=== Your instructions ===
Please read the records below and return each line holding the string "JSON".

[Saved entries]

__________________________________________________

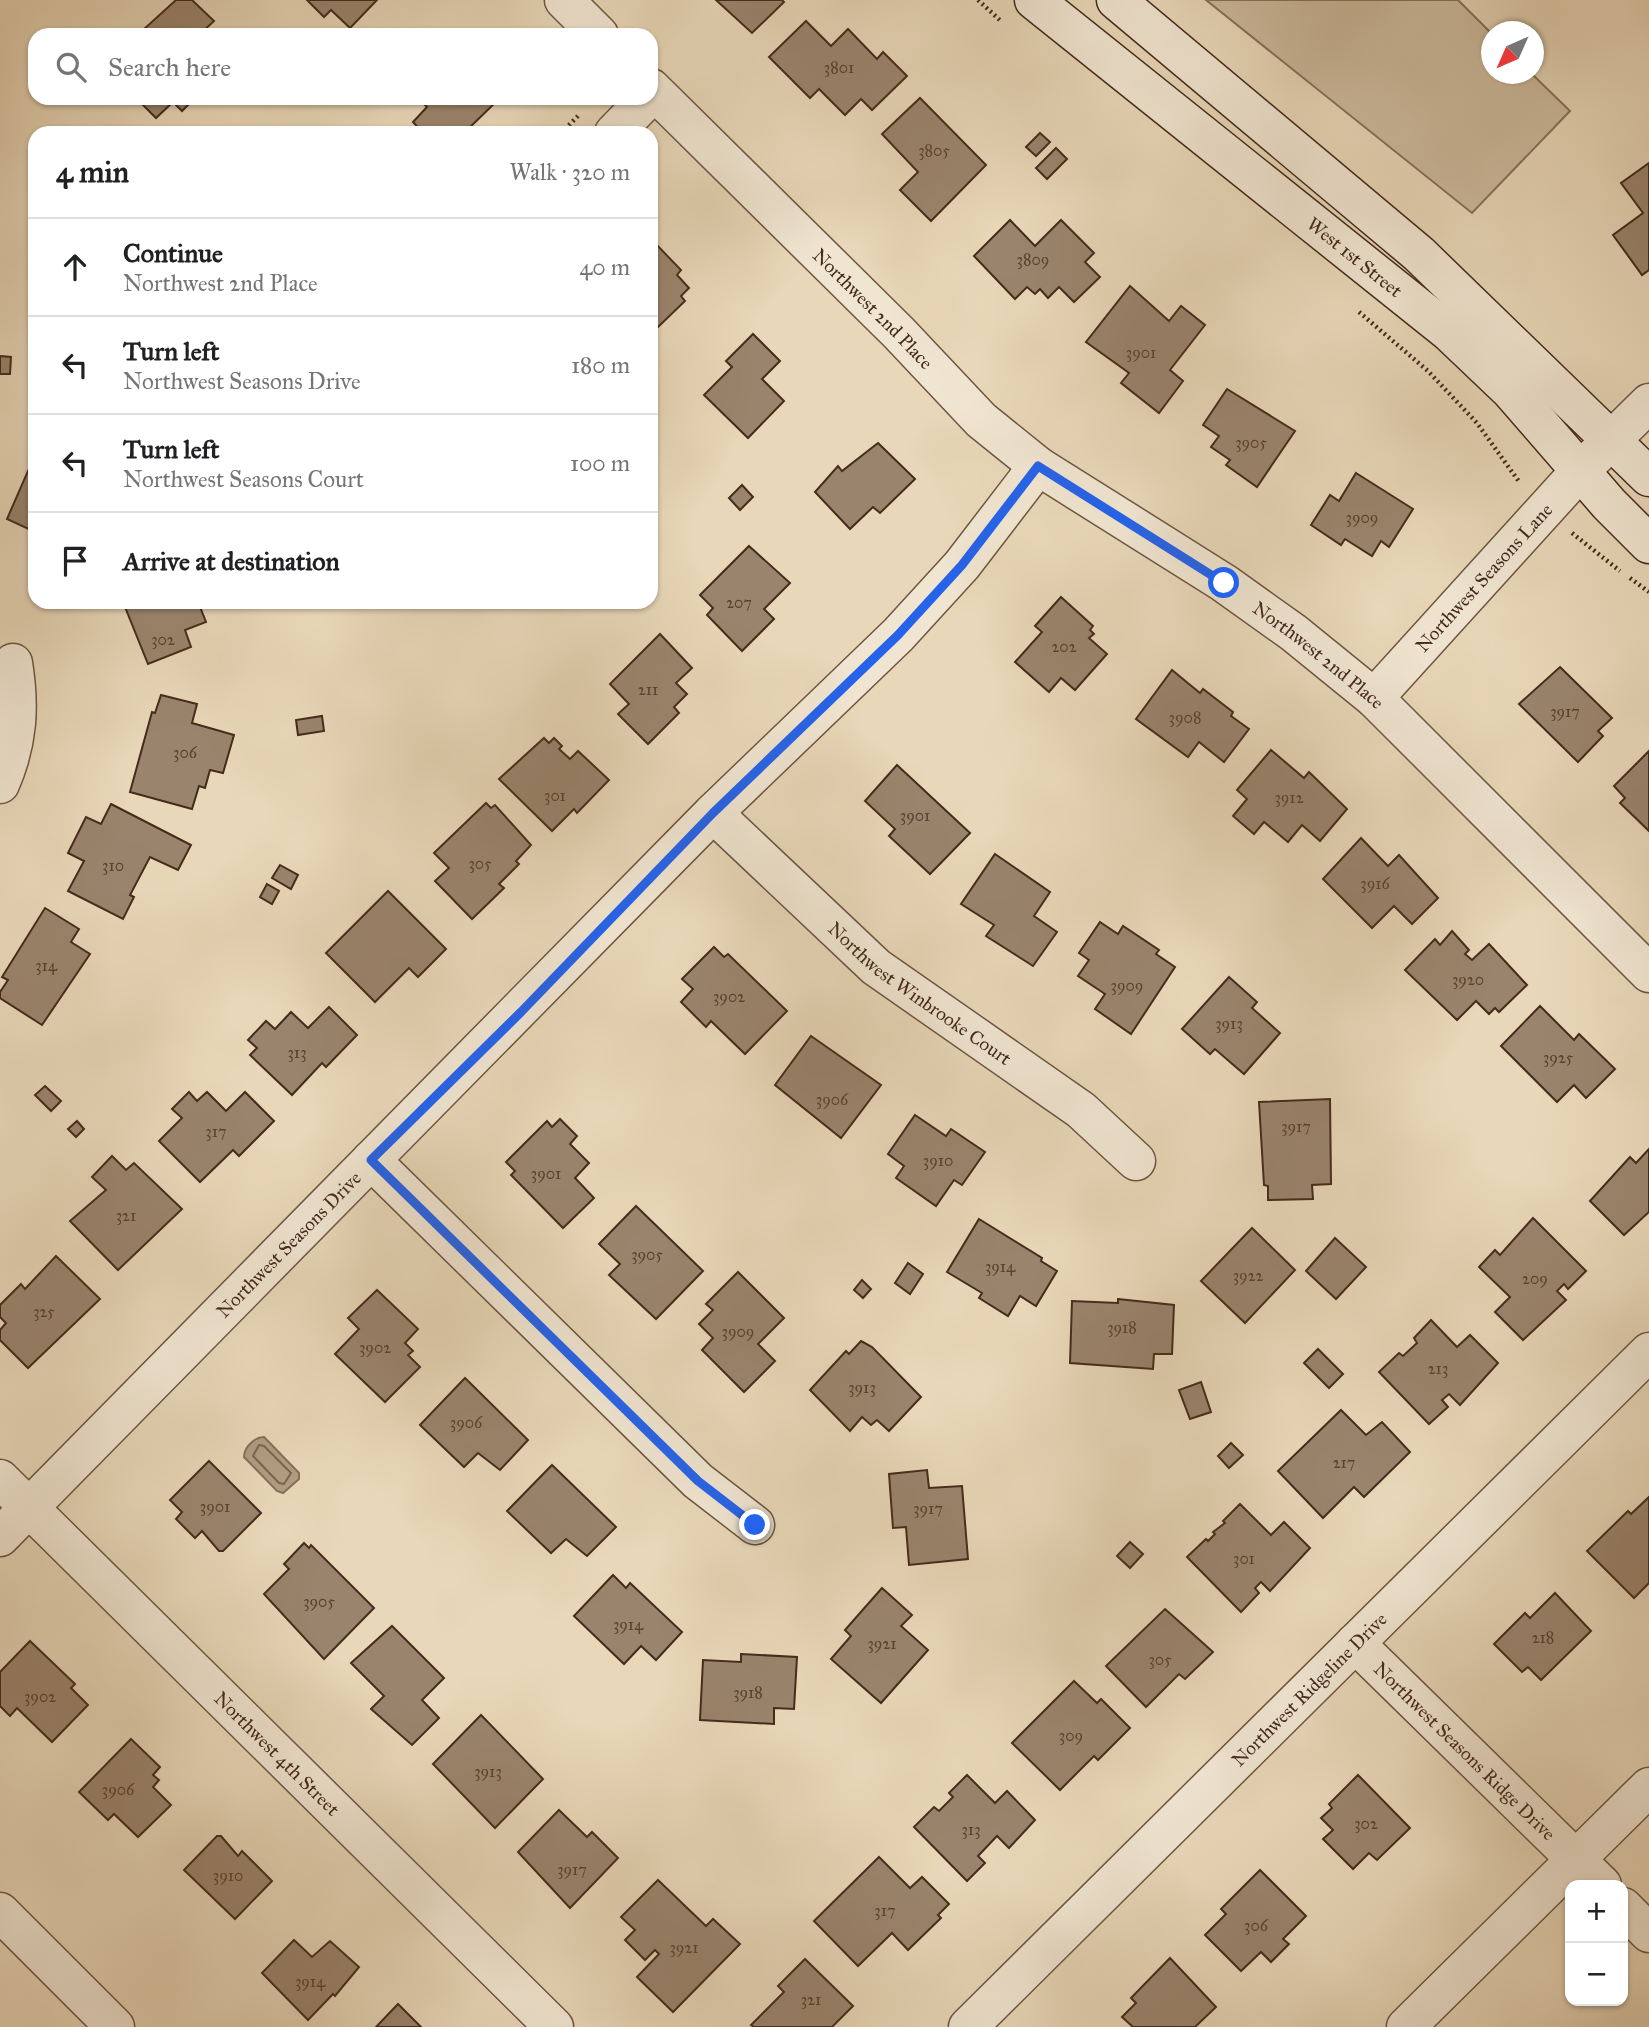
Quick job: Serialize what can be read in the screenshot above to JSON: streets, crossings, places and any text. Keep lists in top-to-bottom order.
{
  "streets": {
    "street": [
      "West 1st Street",
      "Northwest 2nd Place",
      "Northwest Seasons Lane",
      "Northwest Winbrooke Court",
      "Northwest Seasons Drive",
      "Northwest Ridgeline Drive",
      "Northwest Seasons Ridge Drive",
      "Northwest 4th Street"
    ]
  },
  "crossings": [
    ["West 1st Street", "Northwest Seasons Lane"],
    ["Northwest 2nd Place", "Northwest Seasons Lane"],
    ["Northwest 2nd Place", "Northwest Seasons Drive"],
    ["Northwest Winbrooke Court", "Northwest Seasons Drive"],
    ["Northwest Seasons Drive", "Northwest 4th Street"],
    ["Northwest Ridgeline Drive", "Northwest Seasons Ridge Drive"]
  ],
  "house_numbers": [
    "3801",
    "3805",
    "3809",
    "3901",
    "3905",
    "3909",
    "207",
    "302",
    "202",
    "211",
    "3917",
    "3908",
    "306",
    "301",
    "3912",
    "3901",
    "305",
    "310",
    "3916",
    "314",
    "3920",
    "3909",
    "3902",
    "3913",
    "313",
    "3925",
    "3906",
    "3917",
    "317",
    "3910",
    "3901",
    "321",
    "3905",
    "3914",
    "3922",
    "209",
    "325",
    "3918",
    "3909",
    "3902",
    "213",
    "3913",
    "3906",
    "217",
    "3901",
    "3917",
    "301",
    "3905",
    "3914",
    "218",
    "3921",
    "305",
    "3918",
    "3902",
    "309",
    "3913",
    "3906",
    "302",
    "313",
    "3917",
    "3910",
    "317",
    "306",
    "3921",
    "3914",
    "321"
  ],
  "north": "bottom left",
  "page": {
    "search": "Search here",
    "heading": ["4 min", "Walk · 320 m"],
    "list": [
      ["Continue", "Northwest 2nd Place", "40 m"],
      ["Turn left", "Northwest Seasons Drive", "180 m"],
      ["Turn left", "Northwest Seasons Court", "100 m"],
      "Arrive at destination"
    ],
    "map_buttons": ["+", "−"]
  }
}
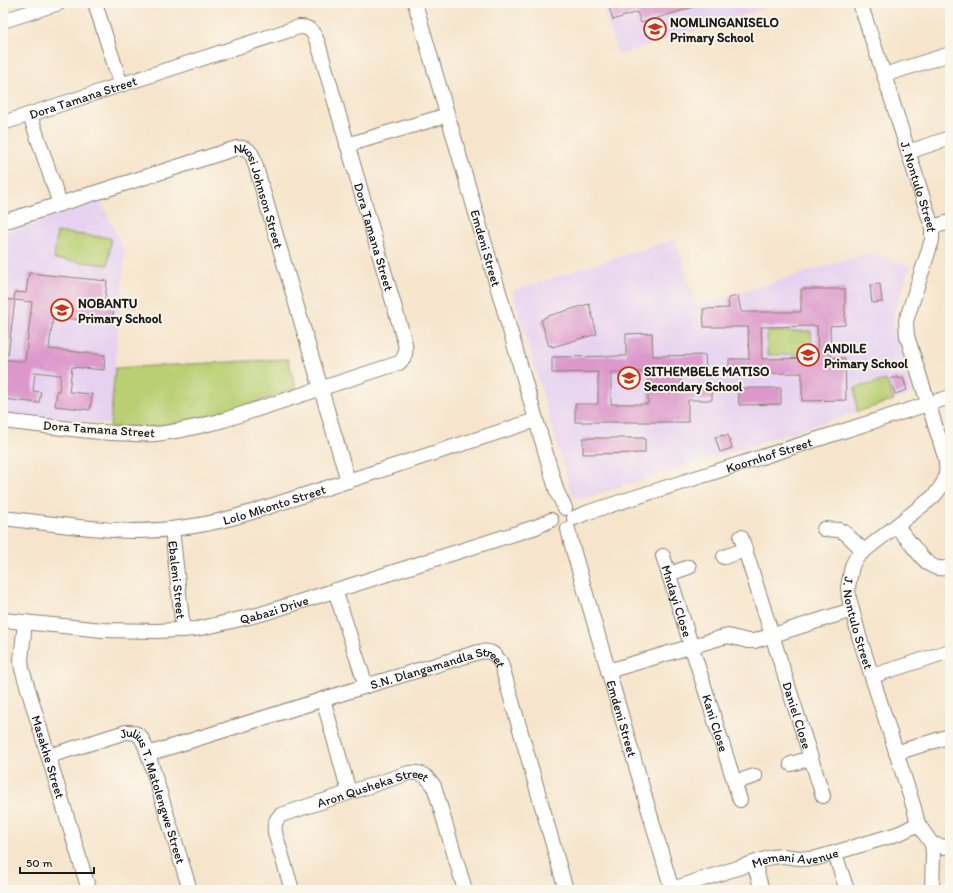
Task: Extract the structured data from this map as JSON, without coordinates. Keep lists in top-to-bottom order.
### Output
{
  "streets": {
    "street": [
      "Dora Tamana Street",
      "J. Nontulo Street",
      "Nkosi Johnson Street",
      "Emdeni Street",
      "Koornhof Street",
      "Lolo Mkonto Street",
      "Ebaleni Street",
      "Mndayi Close",
      "Qabazi Drive",
      "S.N. Dlangamandla Street",
      "Daniel Close",
      "Kani Close",
      "Masakhe Street",
      "Aron Qusheka Street",
      "Julius T. Matolengwe Street",
      "Memani Avenue"
    ]
  },
  "crossings": [
    ["Dora Tamana Street", "Nkosi Johnson Street"],
    ["J. Nontulo Street", "Koornhof Street"],
    ["J. Nontulo Street", "Memani Avenue"],
    ["Nkosi Johnson Street", "Lolo Mkonto Street"],
    ["Emdeni Street", "Koornhof Street"],
    ["Emdeni Street", "Lolo Mkonto Street"],
    ["Emdeni Street", "Qabazi Drive"],
    ["Emdeni Street", "Memani Avenue"],
    ["Koornhof Street", "Qabazi Drive"],
    ["Lolo Mkonto Street", "Ebaleni Street"],
    ["Ebaleni Street", "Qabazi Drive"],
    ["Mndayi Close", "Kani Close"],
    ["Qabazi Drive", "Masakhe Street"],
    ["S.N. Dlangamandla Street", "Julius T. Matolengwe Street"],
    ["Masakhe Street", "Julius T. Matolengwe Street"]
  ],
  "places": {
    "school or university": [
      "NOMLINGANISELO Primary School",
      "NOBANTU Primary School",
      "ANDILE Primary School",
      "SITHEMBELE MATISO Secondary School"
    ]
  },
  "scale_bar": "50 m"
}
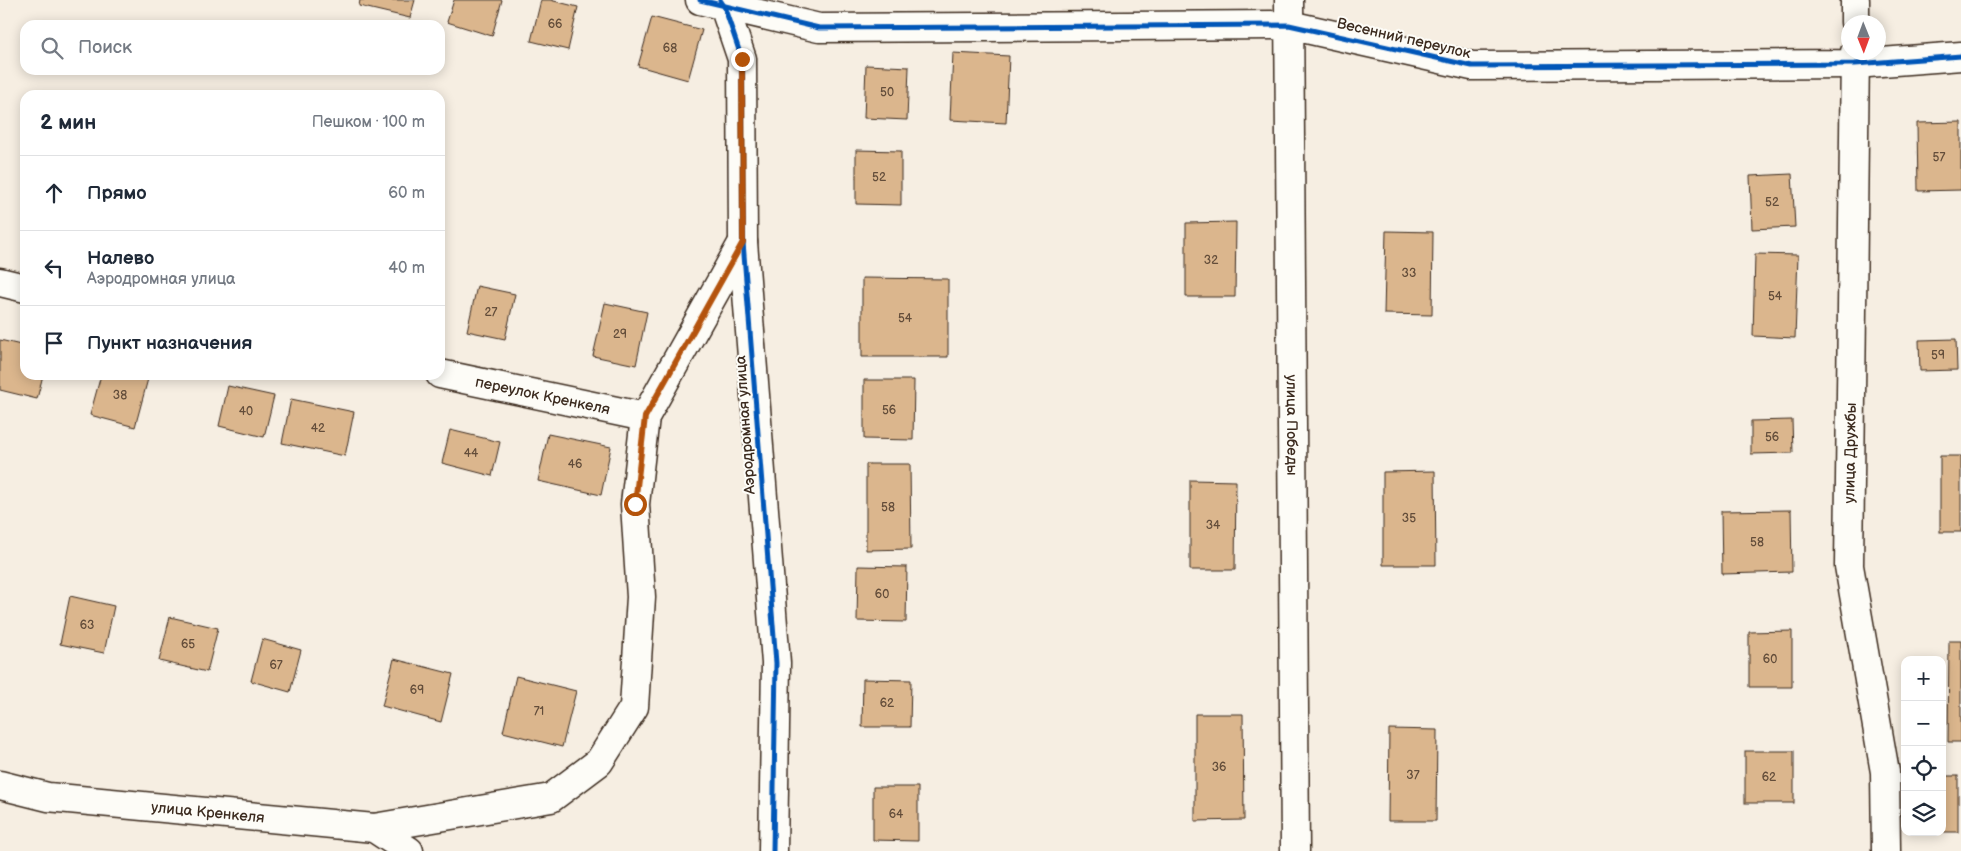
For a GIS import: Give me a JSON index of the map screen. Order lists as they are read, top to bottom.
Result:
{
  "streets": {
    "street": [
      "Весенний переулок",
      "переулок Кренкеля",
      "Аэродромная улица",
      "улица Победы",
      "улица Дружбы",
      "улица Кренкеля"
    ]
  },
  "crossings": [
    ["Весенний переулок", "Аэродромная улица"],
    ["Весенний переулок", "улица Победы"]
  ],
  "house_numbers": [
    "66",
    "68",
    "50",
    "57",
    "52",
    "52",
    "32",
    "33",
    "54",
    "27",
    "54",
    "29",
    "59",
    "38",
    "56",
    "40",
    "42",
    "56",
    "44",
    "46",
    "58",
    "35",
    "34",
    "58",
    "60",
    "63",
    "65",
    "60",
    "67",
    "69",
    "62",
    "71",
    "36",
    "37",
    "62",
    "64"
  ],
  "north": "bottom",
  "page": {
    "search": "Поиск",
    "heading": ["2 мин", "Пешком · 100 m"],
    "list": [
      ["Прямо", "60 m"],
      ["Налево", "Аэродромная улица", "40 m"],
      "Пункт назначения"
    ],
    "map_buttons": ["+", "−"]
  }
}
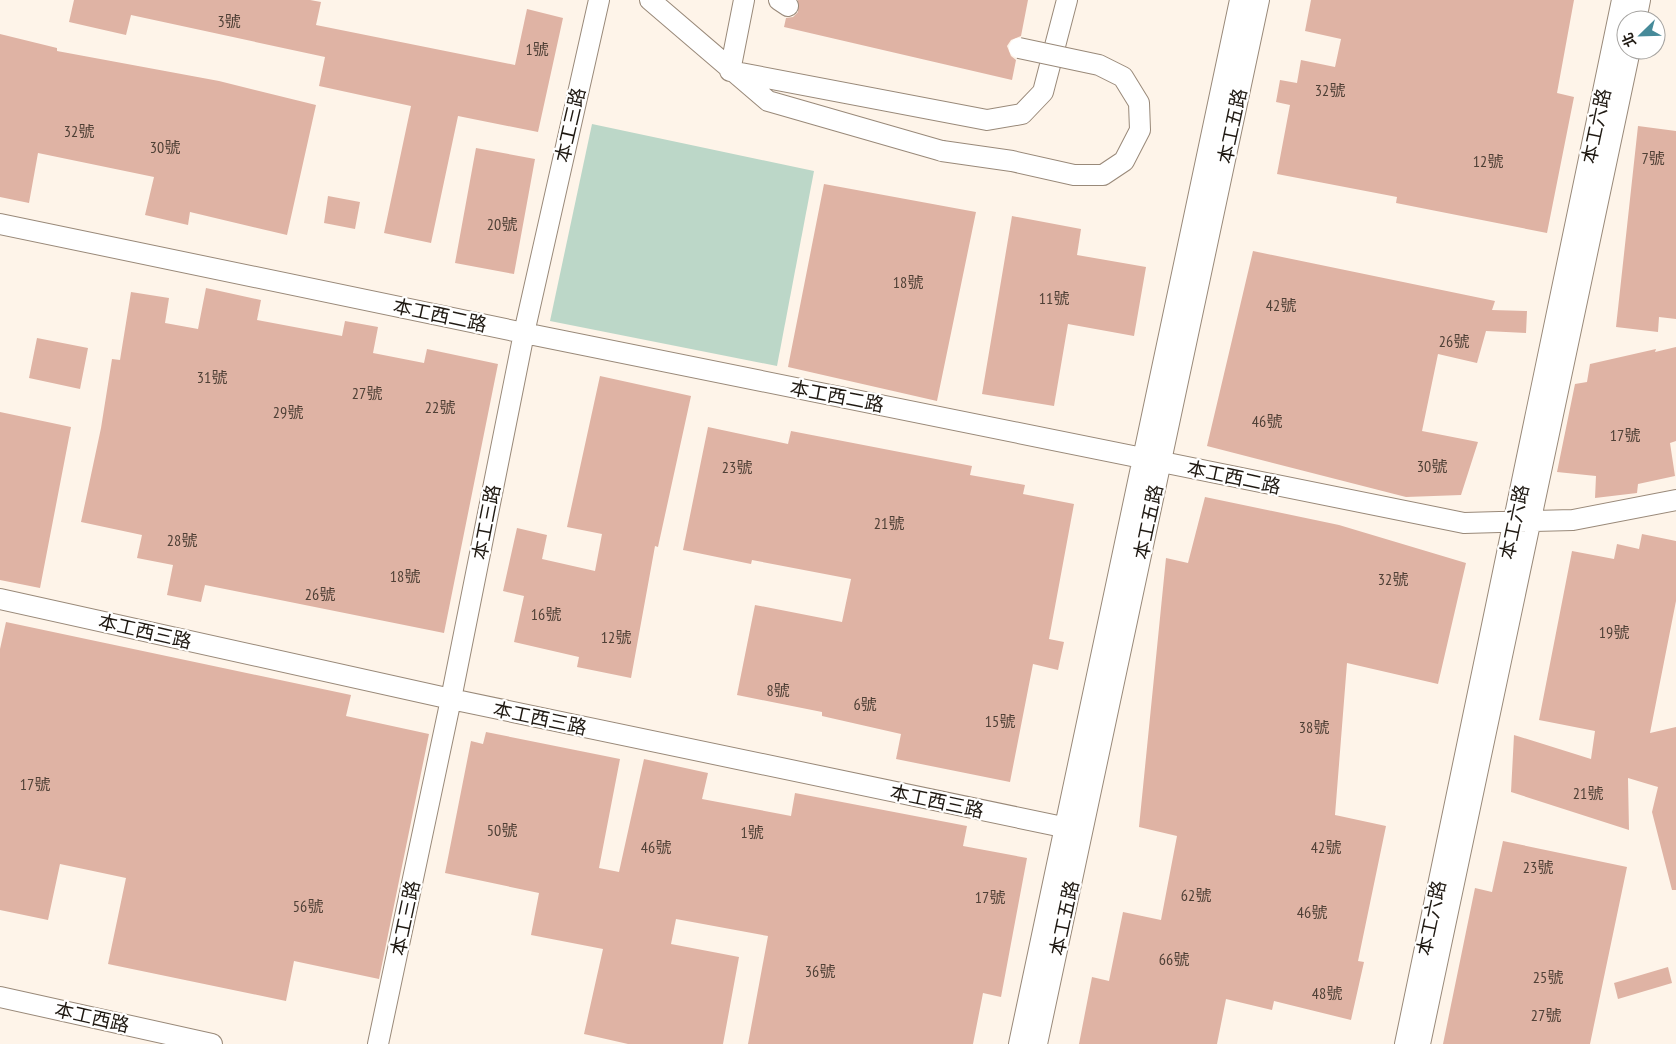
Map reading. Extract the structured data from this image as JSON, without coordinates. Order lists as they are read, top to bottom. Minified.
{"streets":{"street":["本工三路","本工五路","本工六路","本工西二路","本工西三路","本工西路"]},"crossings":[["本工三路","本工西二路"],["本工三路","本工西三路"],["本工五路","本工西二路"],["本工五路","本工西三路"],["本工六路","本工西二路"]],"house_numbers":["3號","1號","32號","32號","30號","7號","12號","20號","18號","11號","42號","26號","31號","27號","22號","29號","46號","17號","30號","23號","21號","28號","18號","32號","26號","16號","19號","12號","8號","6號","15號","38號","17號","21號","50號","1號","46號","42號","23號","62號","17號","56號","46號","66號","36號","25號","48號","27號"],"north":"bottom left"}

__________________________________________________

=== Solution for this problem ===
Quick job: Serialize what can be read in the screenshot above to JSON: streets, crossings, places and any text. Keep lists in top-to-bottom order.
Task: Extract the structured data from this map as JSON, without coordinates. Keep lists in top-to-bottom order.
For a GIS import: Give me a JSON index of the map screen. Order lists as they are read, top to bottom.
Map reading. Extract the structured data from this image as JSON, without coordinates. Order lists as they are read, top to bottom. Minified.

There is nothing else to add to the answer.